Rafaela continuou a falar:

— Se o que tu sentes por mim for inultrapassável, eu compreendo se quiseres terminar com a nossa dupla.

— Não! — disse eu, de imediato. Mas mantendo a tristeza — Isso mantém-se como previsto.

— Obrigado, Marco. Não imaginas como isso me deixa feliz. — disse ela.

Feliz não estava eu, perante a constatação daquela triste realidade. De coração partido, preparava-me para a deixar quando ela continuou:

— Quero pedir-te um favor.

— Diz!

— A partir de agora, os nossos encontros têm que se resumir aos treinos e aos jogos. — avisou ela.

— Porquê? — interroguei eu.

Rafaela explicou:

— Como eu te disse, o Tiago pediu-me em casamento e eu resolvi aceitar.

— Mas, tu não o amas! — disse eu, quase gritando de desespero.

— Eu não amo ninguém! Isto é apenas o pagamento de uma dívida. — disse ela.

Ouvi-la dizer aquilo, deixava-me desesperado. A mulher que eu amava ia casar com outro e nem sequer o amava. Tudo se começava a tornar demasiado doloroso para mim, por isso disse-lhe adeus e comecei a subir as escadas.

— Espera! — pediu ela.

Eu, com os olhos húmidos, perguntei:

— O que é?

— Não te vás embora assim. — voltou ela a pedir, com uma voz doce.

— Rafaela, as tuas palavras são como facas as espetarem-se-me no coração.

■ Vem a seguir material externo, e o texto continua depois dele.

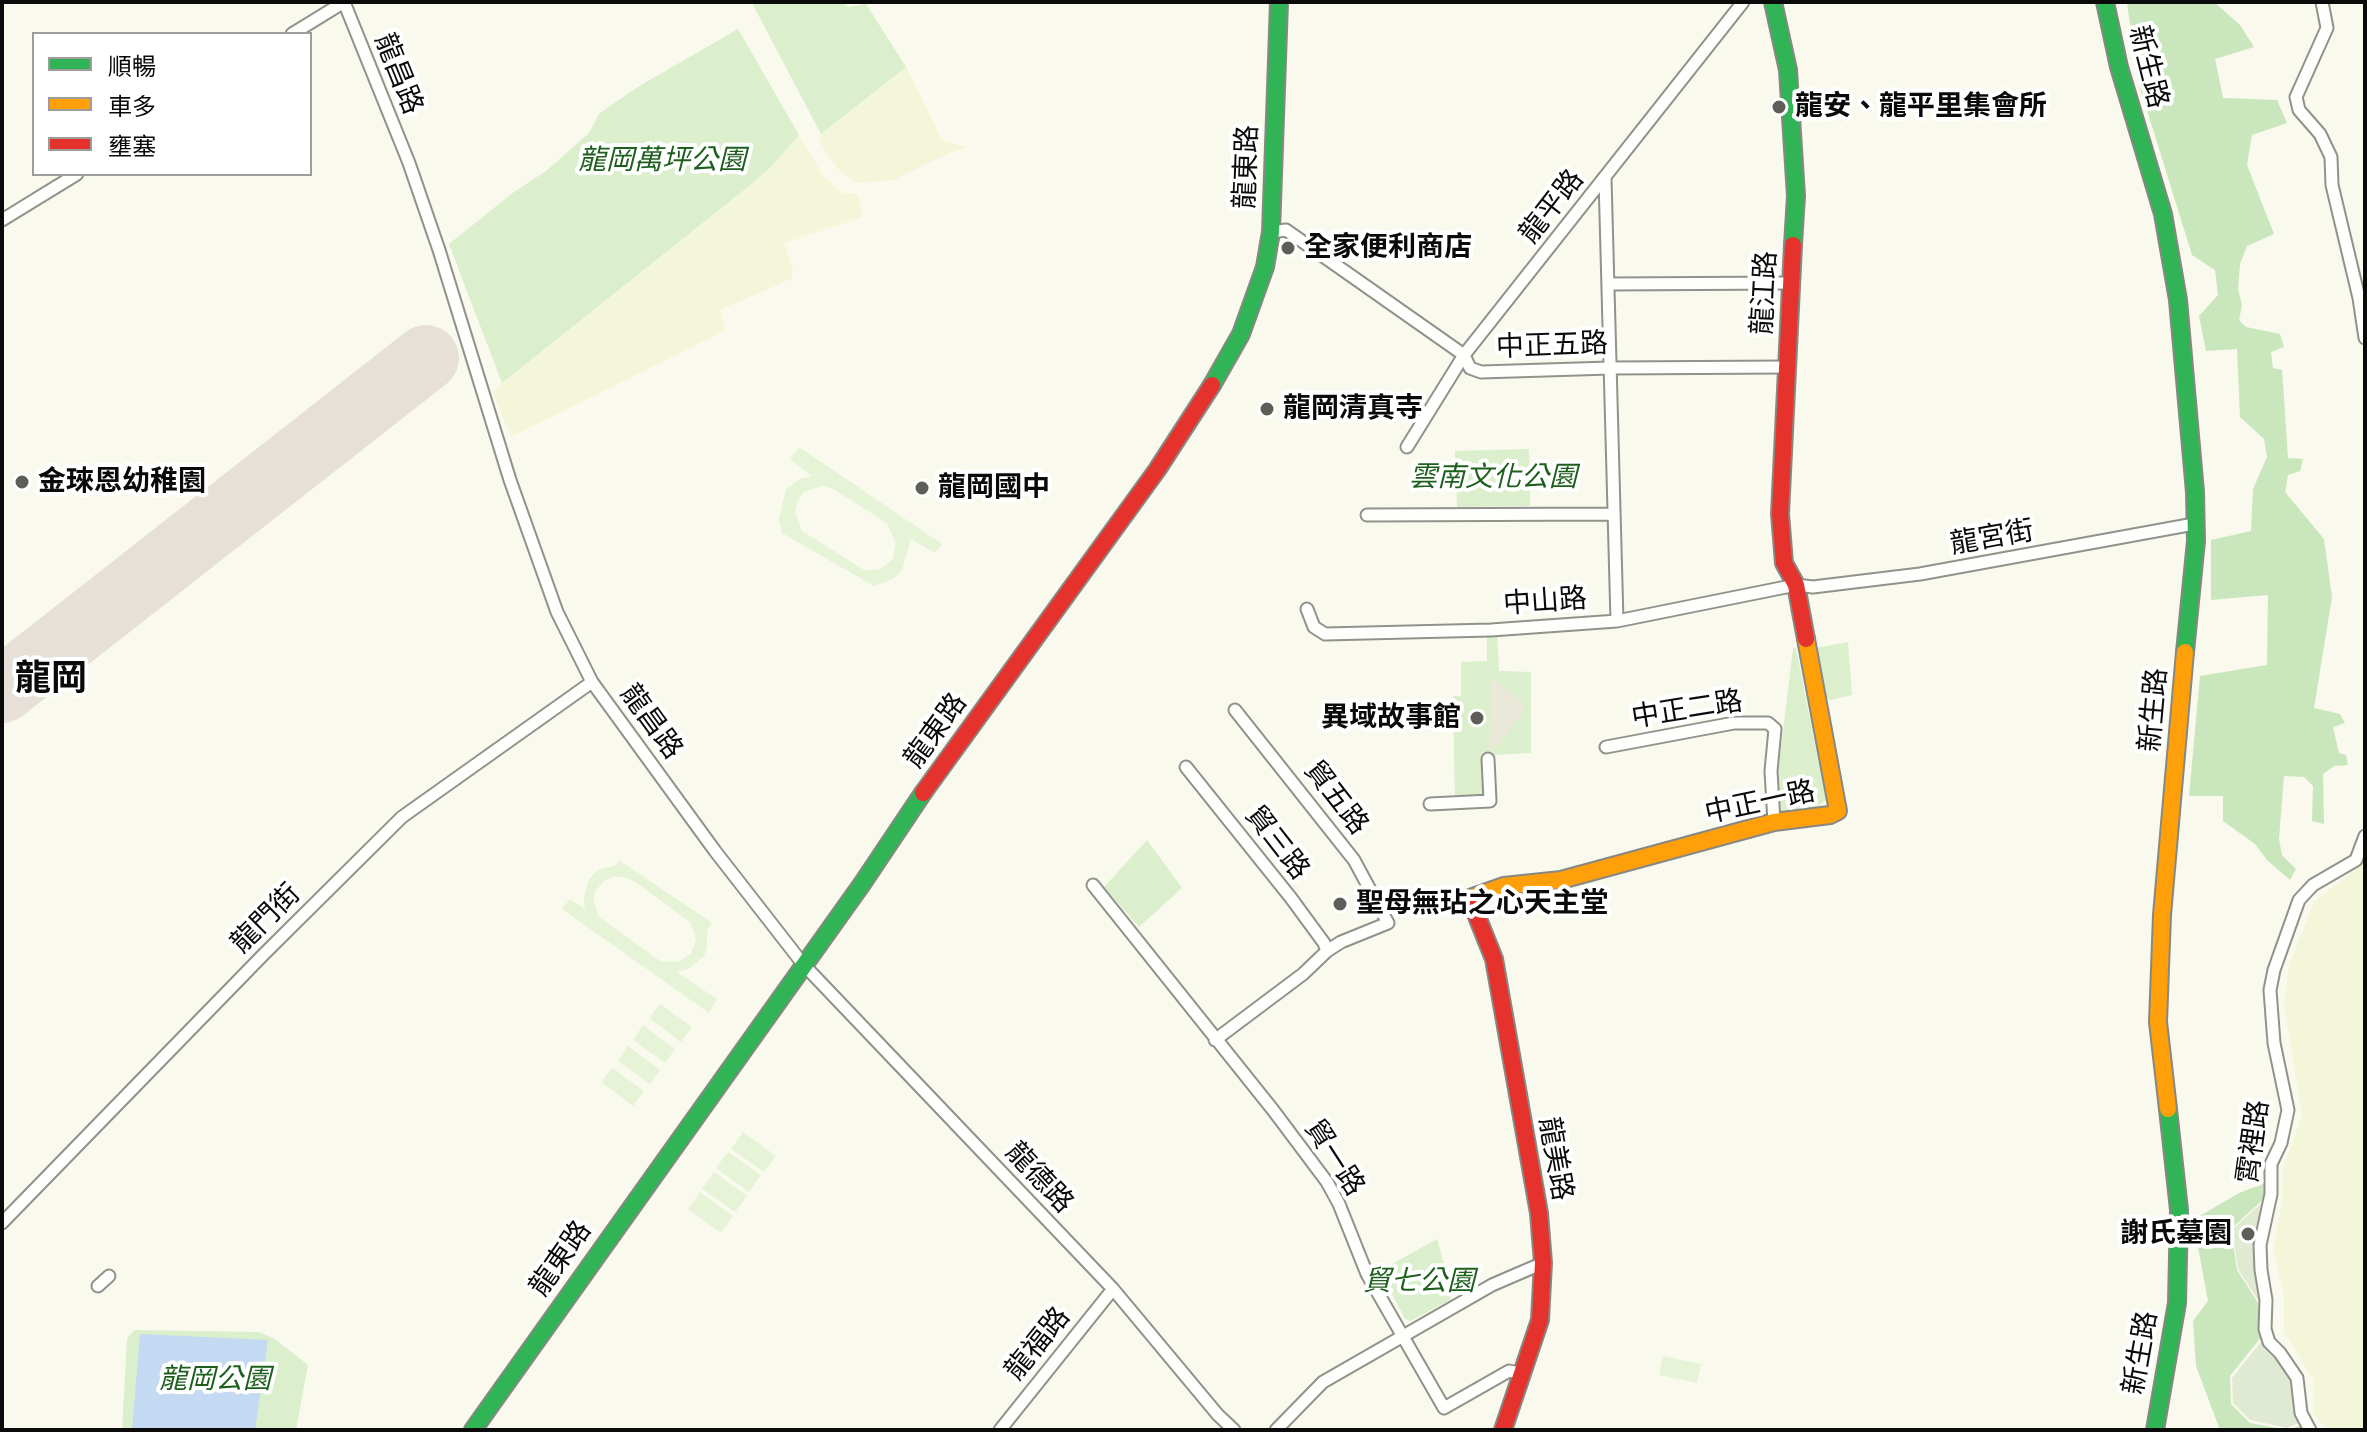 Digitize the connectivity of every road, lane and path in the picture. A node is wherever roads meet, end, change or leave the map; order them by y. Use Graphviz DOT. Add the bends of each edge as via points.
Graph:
graph roads {
  1 [pos="344,2"];
  2 [pos="1279,2"];
  3 [pos="1743,2"];
  4 [pos="1773,2"];
  5 [pos="2105,2"];
  6 [pos="2322,2"];
  7 [pos="295,32"];
  8 [pos="74,176"];
  9 [pos="1605,177"];
  10 [pos="2,221"];
  11 [pos="1271,232"];
  12 [pos="1791,283"];
  13 [pos="1608,284"];
  14 [pos="2365,338"];
  15 [pos="1464,355"];
  16 [pos="1787,367"];
  17 [pos="1610,368"];
  18 [pos="1407,447"];
  19 [pos="1612,514"];
  20 [pos="1367,515"];
  21 [pos="2194,524"];
  22 [pos="1796,585"];
  23 [pos="1307,609"];
  24 [pos="1617,621"];
  25 [pos="592,682"];
  26 [pos="1235,710"];
  27 [pos="1606,747"];
  28 [pos="1488,759"];
  29 [pos="1186,767"];
  30 [pos="1430,804"];
  31 [pos="1774,822"];
  32 [pos="2365,836"];
  33 [pos="1093,885"];
  34 [pos="1470,898"];
  35 [pos="1327,951"];
  36 [pos="803,964"];
  37 [pos="1215,1040"];
  38 [pos="2,1223"];
  39 [pos="1543,1263"];
  40 [pos="109,1276"];
  41 [pos="98,1286"];
  42 [pos="1113,1289"];
  43 [pos="1402,1335"];
  44 [pos="1524,1374"];
  45 [pos="473,1430"];
  46 [pos="1000,1430"];
  47 [pos="1234,1430"];
  48 [pos="1276,1430"];
  49 [pos="1503,1430"];
  50 [pos="2155,1430"];
  51 [pos="2310,1430"];
  1 -- 7 [label="street"];
  1 -- 25 [label="street, 龍昌路" via="409,163 560,619"];
  2 -- 11 [label="street, 龍東路"];
  3 -- 9 [label="street, 龍平路"];
  4 -- 12 [label="street, 龍江路" via="1788,70 1793,144"];
  5 -- 21 [label="street, 新生路" via="2171,252"];
  6 -- 14 [label="street" via="2327,28 2296,97 2331,157 2332,185"];
  8 -- 10 [label="street"];
  9 -- 13 [label="street"];
  9 -- 15 [label="street, 龍平路"];
  11 -- 15 [label="street, 中正五路" via="1286,230"];
  11 -- 36 [label="street, 龍東路" via="1265,267 1241,334 1205,398"];
  12 -- 13 [label="street"];
  12 -- 16 [label="street, 龍江路"];
  13 -- 17 [label="street"];
  15 -- 17 [label="street, 中正五路" via="1470,368 1481,372"];
  15 -- 18 [label="street, 龍平路"];
  16 -- 17 [label="street, 中正五路"];
  16 -- 22 [label="street, 龍江路" via="1780,514 1784,563"];
  17 -- 19 [label="street"];
  19 -- 20 [label="street"];
  19 -- 24 [label="street"];
  21 -- 22 [label="street, 龍宮街" via="1920,574"];
  21 -- 50 [label="street, 新生路" via="2158,1022 2179,1210 2177,1303"];
  22 -- 24 [label="street, 中山路"];
  22 -- 31 [label="street, 中正一路" via="1838,811"];
  23 -- 24 [label="street, 中山路" via="1314,627 1325,634"];
  25 -- 36 [label="street, 龍昌路"];
  25 -- 38 [label="street, 龍門街" via="402,817"];
  26 -- 35 [label="street, 貿五路" via="1354,860 1388,923"];
  27 -- 31 [label="street, 中正二路" via="1734,723 1768,723 1775,729"];
  28 -- 30 [label="street" via="1490,801"];
  29 -- 35 [label="street, 貿三路"];
  31 -- 34 [label="street, 中正一路" via="1609,869 1504,886"];
  32 -- 51 [label="street, 霄裡路" via="2356,860 2313,885 2299,900 2270,990 2288,1110 2271,1164 2271,1194 2260,1245 2265,1329 2297,1378 2301,1413"];
  33 -- 37 [label="street, 貿一路"];
  34 -- 39 [label="street, 龍美路" via="1494,959 1539,1213"];
  35 -- 37 [label="street"];
  36 -- 42 [label="street, 龍德路"];
  36 -- 45 [label="street, 龍東路"];
  37 -- 43 [label="street, 貿一路" via="1327,1182 1367,1274"];
  39 -- 43 [label="street"];
  39 -- 44 [label="street, 龍美路" via="1540,1320"];
  40 -- 41 [label="street"];
  42 -- 46 [label="street, 龍福路"];
  42 -- 47 [label="street, 龍德路"];
  43 -- 44 [label="street, 貿一路" via="1444,1408 1509,1371"];
  43 -- 48 [label="street" via="1323,1382"];
  44 -- 49 [label="street, 龍美路"];
}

Eu amo-te e sempre te amarei. Só que tu insistes em submeter-te à vontade alheia, em vez de procurares a felicidade. Se queres que sejamos, apenas, colegas de equipa, será isso que passaremos a ser. — afirmei eu, dirigindo-me novamente às escadas.

Rafaela segurou-me pelo braço, virou-me de frente para si e abraçou-me, dizendo:

— Marco, tu és meu amigo. Possívelmente, o melhor que tenho. Por favor, não estragues isso, pois é das poucas coisa boas que eu tenho na vida. Acredita que neste momento, o mais importante para mim, é ter um amigo em quem confio.

Perante tanta emoção, caímos nos braços um do outro sem conseguir conter as lágrimas. Ela beijou-me várias vezes a face e eu fiz-lhe o mesmo.

— Bem, Rafaela. Já chega de emoções fortes, por hoje. — disse eu, sorrindo por entre as lágrimas.

Ela respondeu ao meu sorriso, mas não disse nada

— Queres que te leve a casa? — ofereci-me eu.

— Não, obrigado. Eu ainda fico. — disse ela.

Antes que a deixasse, ela voltou a abraçar-me e, sem que eu esperasse, deu-me um carinhoso beijo na boca.

Findo o inesperado beijo, Rafaela disse:

— Marco, é a única vez que isto acontece. Mas quero que saibas que foste a única pessoa que eu beijei com prazer.

E com aquelas palavras, afastou-se de mim.

Eu, completamente aparvalhado, só tive tempo de perguntar quando nos voltaríamos a encontrar para treinar.

— Amanhã de manhã. — respondeu ela, já a vinte metros de mim.

Regressei a casa com o sabor daquele beijo nos lábios e o pensamento amargurado por não ter sido bem sucedido nos meus planos. Mas, o que me doía ainda mais era o facto de ela se ir entregar a uma pessoa que não amava. E eu não tinha duvidas de que isso a arrastaria para a infelicidade.